■ WORK TO COMPLETE: Will you transcribe the entries that follow, exactly and in full?

= = = = = = =

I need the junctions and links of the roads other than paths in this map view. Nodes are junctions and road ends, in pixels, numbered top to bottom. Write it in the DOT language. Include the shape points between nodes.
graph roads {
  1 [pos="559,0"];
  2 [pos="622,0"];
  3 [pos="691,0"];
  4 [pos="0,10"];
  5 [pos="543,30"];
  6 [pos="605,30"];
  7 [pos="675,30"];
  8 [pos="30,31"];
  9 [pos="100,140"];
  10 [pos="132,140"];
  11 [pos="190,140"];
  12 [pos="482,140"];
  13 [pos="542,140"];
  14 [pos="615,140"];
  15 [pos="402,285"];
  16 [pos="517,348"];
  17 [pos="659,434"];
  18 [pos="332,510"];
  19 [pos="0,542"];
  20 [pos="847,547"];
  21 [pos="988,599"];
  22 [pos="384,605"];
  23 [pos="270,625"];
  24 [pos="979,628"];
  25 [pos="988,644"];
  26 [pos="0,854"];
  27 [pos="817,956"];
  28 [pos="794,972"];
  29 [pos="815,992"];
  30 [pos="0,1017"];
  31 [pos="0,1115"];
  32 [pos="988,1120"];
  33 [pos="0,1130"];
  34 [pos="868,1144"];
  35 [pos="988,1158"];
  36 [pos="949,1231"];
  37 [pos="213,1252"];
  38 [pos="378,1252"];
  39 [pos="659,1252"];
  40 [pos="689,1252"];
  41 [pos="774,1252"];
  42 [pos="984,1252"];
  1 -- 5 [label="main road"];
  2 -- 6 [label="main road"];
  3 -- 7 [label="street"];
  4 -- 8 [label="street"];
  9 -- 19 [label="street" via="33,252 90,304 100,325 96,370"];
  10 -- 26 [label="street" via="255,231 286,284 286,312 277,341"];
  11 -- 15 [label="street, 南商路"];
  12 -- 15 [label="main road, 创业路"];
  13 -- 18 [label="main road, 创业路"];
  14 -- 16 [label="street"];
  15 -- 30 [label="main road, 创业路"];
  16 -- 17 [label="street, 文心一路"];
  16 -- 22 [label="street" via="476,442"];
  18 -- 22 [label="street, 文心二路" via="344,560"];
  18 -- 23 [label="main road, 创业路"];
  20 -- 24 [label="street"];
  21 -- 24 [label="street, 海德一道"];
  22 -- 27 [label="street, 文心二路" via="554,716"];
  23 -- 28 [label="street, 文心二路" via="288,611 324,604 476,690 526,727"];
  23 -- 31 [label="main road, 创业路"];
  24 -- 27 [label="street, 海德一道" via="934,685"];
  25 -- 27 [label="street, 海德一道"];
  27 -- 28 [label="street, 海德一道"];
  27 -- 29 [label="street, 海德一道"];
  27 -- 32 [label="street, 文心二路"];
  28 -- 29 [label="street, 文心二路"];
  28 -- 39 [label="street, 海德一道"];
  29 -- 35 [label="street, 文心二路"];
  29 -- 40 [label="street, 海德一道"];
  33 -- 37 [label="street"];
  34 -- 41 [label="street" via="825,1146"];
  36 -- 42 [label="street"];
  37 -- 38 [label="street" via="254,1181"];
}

= = = = = = =

■ REPLY:
I need the junctions and links of the roads other than paths in this map view. Nodes are junctions and road ends, in pixels, numbered top to bottom. Write it in the DOT language. Include the shape points between nodes.
graph roads {
  1 [pos="559,0"];
  2 [pos="622,0"];
  3 [pos="691,0"];
  4 [pos="0,10"];
  5 [pos="543,30"];
  6 [pos="605,30"];
  7 [pos="675,30"];
  8 [pos="30,31"];
  9 [pos="100,140"];
  10 [pos="132,140"];
  11 [pos="190,140"];
  12 [pos="482,140"];
  13 [pos="542,140"];
  14 [pos="615,140"];
  15 [pos="402,285"];
  16 [pos="517,348"];
  17 [pos="659,434"];
  18 [pos="332,510"];
  19 [pos="0,542"];
  20 [pos="847,547"];
  21 [pos="988,599"];
  22 [pos="384,605"];
  23 [pos="270,625"];
  24 [pos="979,628"];
  25 [pos="988,644"];
  26 [pos="0,854"];
  27 [pos="817,956"];
  28 [pos="794,972"];
  29 [pos="815,992"];
  30 [pos="0,1017"];
  31 [pos="0,1115"];
  32 [pos="988,1120"];
  33 [pos="0,1130"];
  34 [pos="868,1144"];
  35 [pos="988,1158"];
  36 [pos="949,1231"];
  37 [pos="213,1252"];
  38 [pos="378,1252"];
  39 [pos="659,1252"];
  40 [pos="689,1252"];
  41 [pos="774,1252"];
  42 [pos="984,1252"];
  1 -- 5 [label="main road"];
  2 -- 6 [label="main road"];
  3 -- 7 [label="street"];
  4 -- 8 [label="street"];
  9 -- 19 [label="street" via="33,252 90,304 100,325 96,370"];
  10 -- 26 [label="street" via="255,231 286,284 286,312 277,341"];
  11 -- 15 [label="street, 南商路"];
  12 -- 15 [label="main road, 创业路"];
  13 -- 18 [label="main road, 创业路"];
  14 -- 16 [label="street"];
  15 -- 30 [label="main road, 创业路"];
  16 -- 17 [label="street, 文心一路"];
  16 -- 22 [label="street" via="476,442"];
  18 -- 22 [label="street, 文心二路" via="344,560"];
  18 -- 23 [label="main road, 创业路"];
  20 -- 24 [label="street"];
  21 -- 24 [label="street, 海德一道"];
  22 -- 27 [label="street, 文心二路" via="554,716"];
  23 -- 28 [label="street, 文心二路" via="288,611 324,604 476,690 526,727"];
  23 -- 31 [label="main road, 创业路"];
  24 -- 27 [label="street, 海德一道" via="934,685"];
  25 -- 27 [label="street, 海德一道"];
  27 -- 28 [label="street, 海德一道"];
  27 -- 29 [label="street, 海德一道"];
  27 -- 32 [label="street, 文心二路"];
  28 -- 29 [label="street, 文心二路"];
  28 -- 39 [label="street, 海德一道"];
  29 -- 35 [label="street, 文心二路"];
  29 -- 40 [label="street, 海德一道"];
  33 -- 37 [label="street"];
  34 -- 41 [label="street" via="825,1146"];
  36 -- 42 [label="street"];
  37 -- 38 [label="street" via="254,1181"];
}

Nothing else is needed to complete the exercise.